In southeast Louisiana, in the piney woods of the Florida Parishes and in the coastal swamps and marshes, a series of severe storms wreaked havoc on the landscape. In the rural landscape of the Florida Parishes, urbanization and human development greatly increased as people began to relocate from southern parishes, further impacting the wildlife habitat.

All of these factors have worked together to impact some of the state's deer herds, especially in Areas 4 and 9. In recent years these two areas have gone back to doe days in an effort to reduce the harvest of does. The northwest parishes continue to lead the way in total number of deer harvested and continue to have the full either-sex deer seasons. Union, Bienville, Vernon, Claiborne, Natchitoches, Bossier, Jackson and Winn are listed in the Top 10. The parishes of Tensas and Madison represent the bottomland hardwood habitat in this list of top deer harvest parishes. At one time some of the southeastern parishes were in the Top 20 list but now have dropped below the top parishes.

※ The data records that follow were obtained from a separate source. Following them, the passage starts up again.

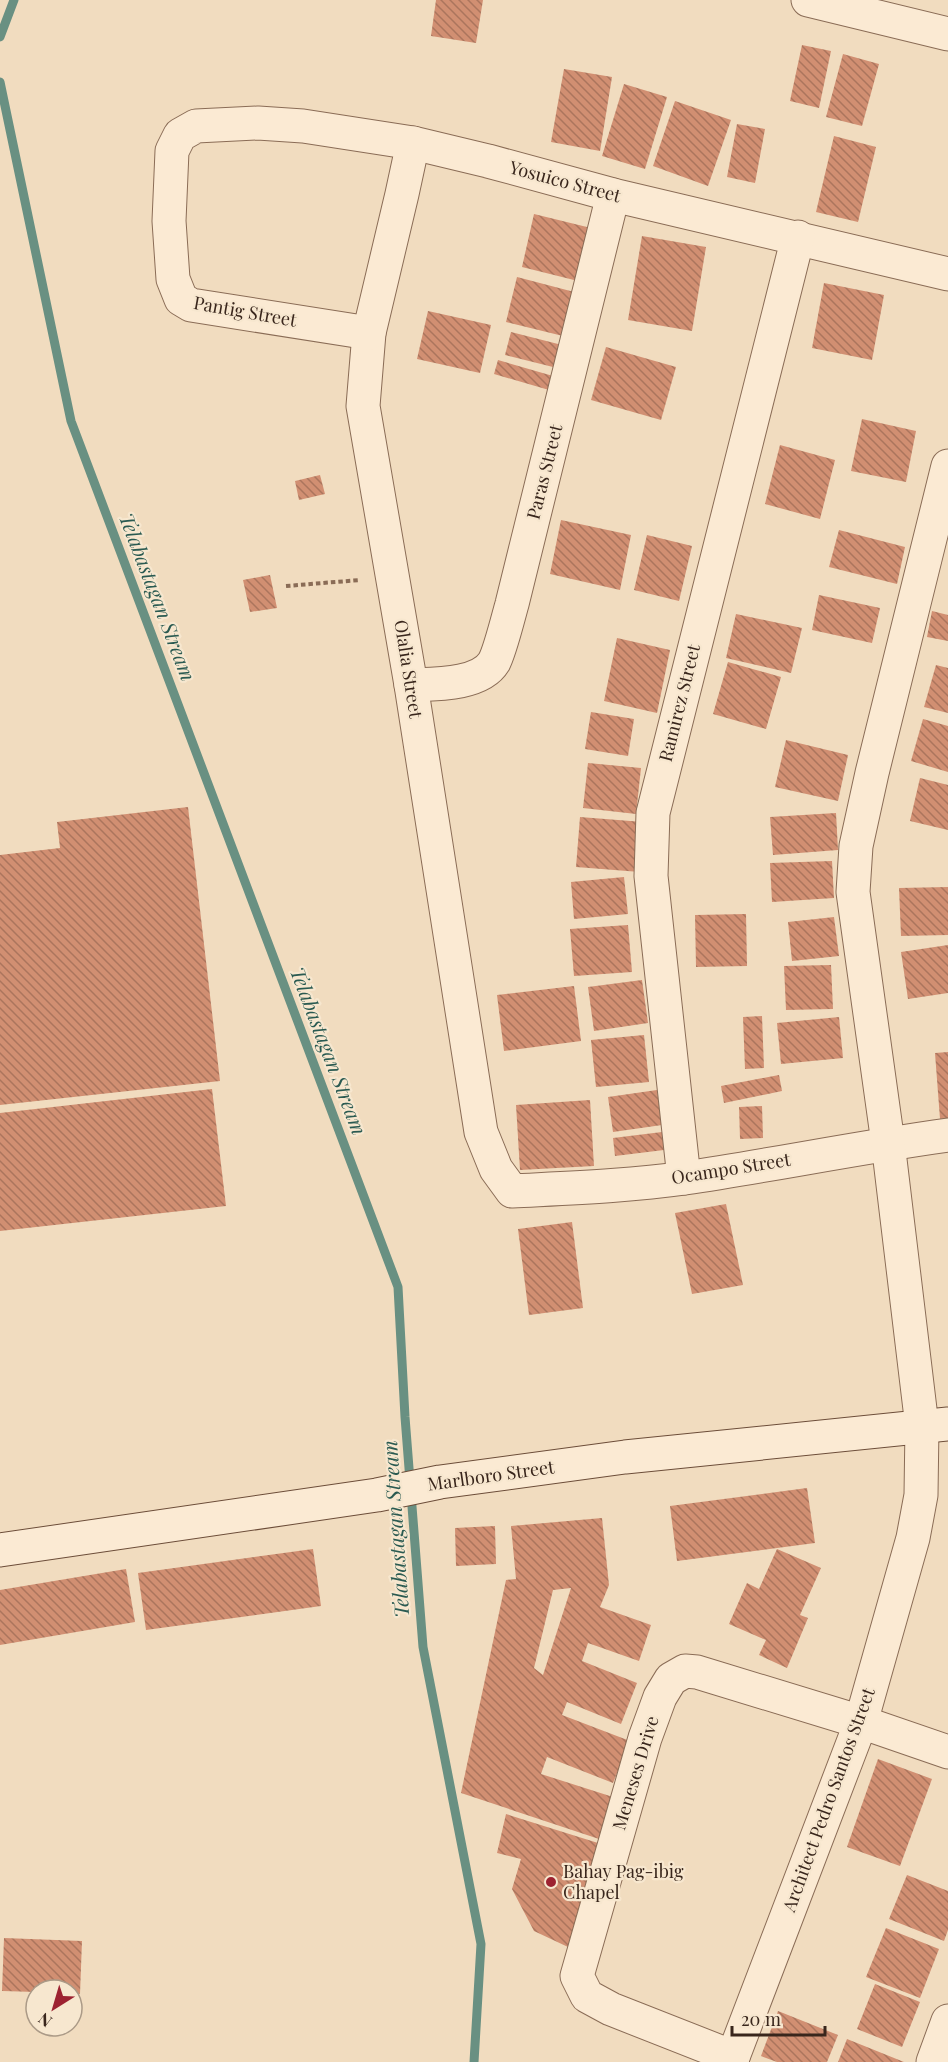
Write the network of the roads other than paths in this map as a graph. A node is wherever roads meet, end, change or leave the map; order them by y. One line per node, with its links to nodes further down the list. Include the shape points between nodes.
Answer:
1 (808, 0): 2 (street)
2 (948, 34)
3 (180, 135): 4 (street, Yosuico Street, via 196,126 258,123); 8 (street, Pantig Street, via 172,151 169,221 173,279 181,299 191,305)
4 (412, 143): 5 (street, Yosuico Street); 8 (street, Olalia Street)
5 (613, 195): 6 (street, Yosuico Street); 10 (street, Paras Street, via 512,604 494,662 482,674 459,681)
6 (798, 237): 7 (street, Yosuico Street); 13 (street, Ramirez Street, via 653,813 651,876)
7 (948, 274)
8 (369, 333): 10 (street, Olalia Street, via 363,406)
9 (948, 466): 12 (street, Architect Pedro Santos Street, via 856,846 853,892)
10 (411, 685): 14 (street, Olalia Street, via 481,1132 496,1169)
11 (948, 1134): 12 (street, Ocampo Street)
12 (888, 1143): 13 (street, Ocampo Street); 15 (street, Architect Pedro Santos Street)
13 (684, 1178): 14 (street, Ocampo Street)
14 (512, 1191)
15 (935, 1425): 16 (street, Marlboro Street, via 625,1457); 17 (street, Architect Pedro Santos Street, via 913,1538)
16 (0, 1550)
17 (861, 1722): 18 (street, Meneses Drive); 20 (street, Architect Pedro Santos Street); 20 (street, Meneses Drive, via 697,1671 685,1671 671,1678 660,1697 577,1976 587,1996)
18 (948, 1752)
19 (948, 2021): 21 (street)
20 (732, 2060)
21 (933, 2062)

I asked Johnathan Bordelon, LDWF Deer Program Manager, about the issue of declining deer numbers and the management work being done to offset it. His data from the state Annual Harvest Survey, DMAP and WMA harvest data along with data from the reported tag harvest indicates a significant decline in the state harvest since the 2008 season. Since the late 90s, harvest data trends developed from the annual harvest survey have been on the decline from a high of 200,000+ to less than 150,000. A reduced deer harvest on the wildlife management areas has also been observed, but hunter participation has also declined. Some areas still continue to have good numbers; for instance on Boeuf WMA in 2016 there were 315 deer harvested on the managed hunts for a hunter effort of one deer per 4.6 efforts, which is excellent. On Pearl River, the area I hunt, there was one deer killed per 52 hunter efforts, which is pretty poor. However, the hunters on Pearl have really dropped and we all know that the number of hunters hunting on a day along with weather conditions have a dramatic impact on hunter success.

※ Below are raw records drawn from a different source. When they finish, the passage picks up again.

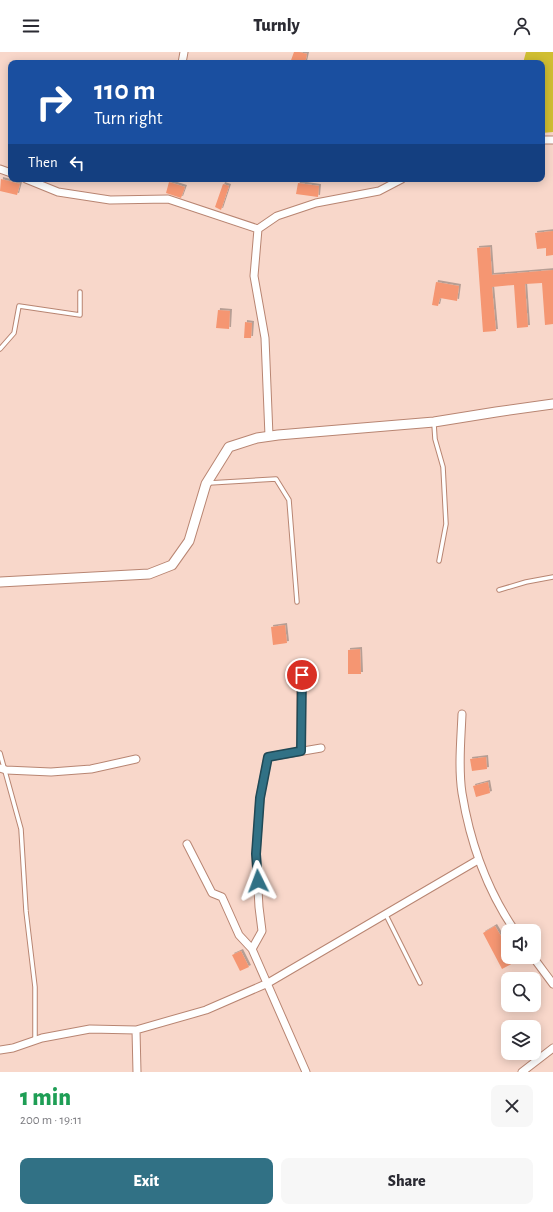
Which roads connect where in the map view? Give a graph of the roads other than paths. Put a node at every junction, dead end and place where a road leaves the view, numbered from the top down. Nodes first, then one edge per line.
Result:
1 (33, 182) edge
2 (396, 182) edge
3 (258, 229) junction
4 (80, 292) dead end
5 (0, 348) edge
6 (553, 404) edge
7 (434, 422) junction
8 (269, 436) junction
9 (206, 484) junction
10 (439, 562) dead end
11 (553, 577) edge
12 (0, 582) edge
13 (499, 590) dead end
14 (296, 602) dead end
15 (302, 675) dead end
16 (462, 714) dead end
17 (321, 748) dead end
18 (301, 751) junction
19 (0, 753) edge
20 (136, 759) dead end
21 (3, 769) edge
22 (187, 844) dead end
23 (478, 860) junction
24 (386, 915) junction
25 (510, 924) edge
26 (252, 949) junction
27 (538, 964) edge
28 (420, 982) dead end
29 (268, 983) junction
30 (553, 984) edge
31 (136, 1030) junction
32 (35, 1040) junction
33 (553, 1048) edge
34 (0, 1050) edge
35 (137, 1072) edge
36 (306, 1072) edge
37 (522, 1072) edge

1 - 3 street
2 - 3 street
3 - 8 street
4 - 5 lane
6 - 7 street
7 - 8 street
7 - 10 lane
8 - 9 street
9 - 12 street
9 - 14 lane
11 - 13 lane
15 - 18 street
16 - 23 street
17 - 18 street
18 - 26 street
19 - 21 lane
20 - 21 street
21 - 32 lane
22 - 26 street
23 - 24 street
23 - 25 street
24 - 28 lane
24 - 29 street
26 - 29 street
27 - 30 street
29 - 31 street
29 - 36 street
31 - 32 street
31 - 35 street
32 - 34 street
33 - 37 street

Bordelon pointed out that it is difficult to determine what impact the return to doe days had on the deer populations in these areas but the harvest remained low. Many hunters did not like these doe days and wanted to return to full season either-sex. For this season, LDWF has initiated a quota limit for these areas along with the return of a full either-sex season; hunters in these areas can legally harvest one buck, one doe and one either-sex deer for a three deer limit. The harvest survey data indicated that successful hunters killed 1 to 3 deer, so the three-deer limit was chosen. This limit also applies to the public lands located within these areas. Again, the idea is to reduce the deer harvest, especially the doe harvest.

The big unknown in these areas that have experienced a reduction in the deer population is whether or not they can actually support an increase in deer numbers following all the changes that have occurred over the past 20 years. Habitat, good or bad, can only support so many deer. An increase in deer numbers on low quality habitat is going to produce low quality deer. Hunters will really have to become involved with the deer management program in order to improve both habitat and herd. Clubs and landowners with sufficient acreage would benefit from involvement with DMAP. Reduced deer numbers on small clubs and private lands may simply be the new trend that hunters have to adjust to.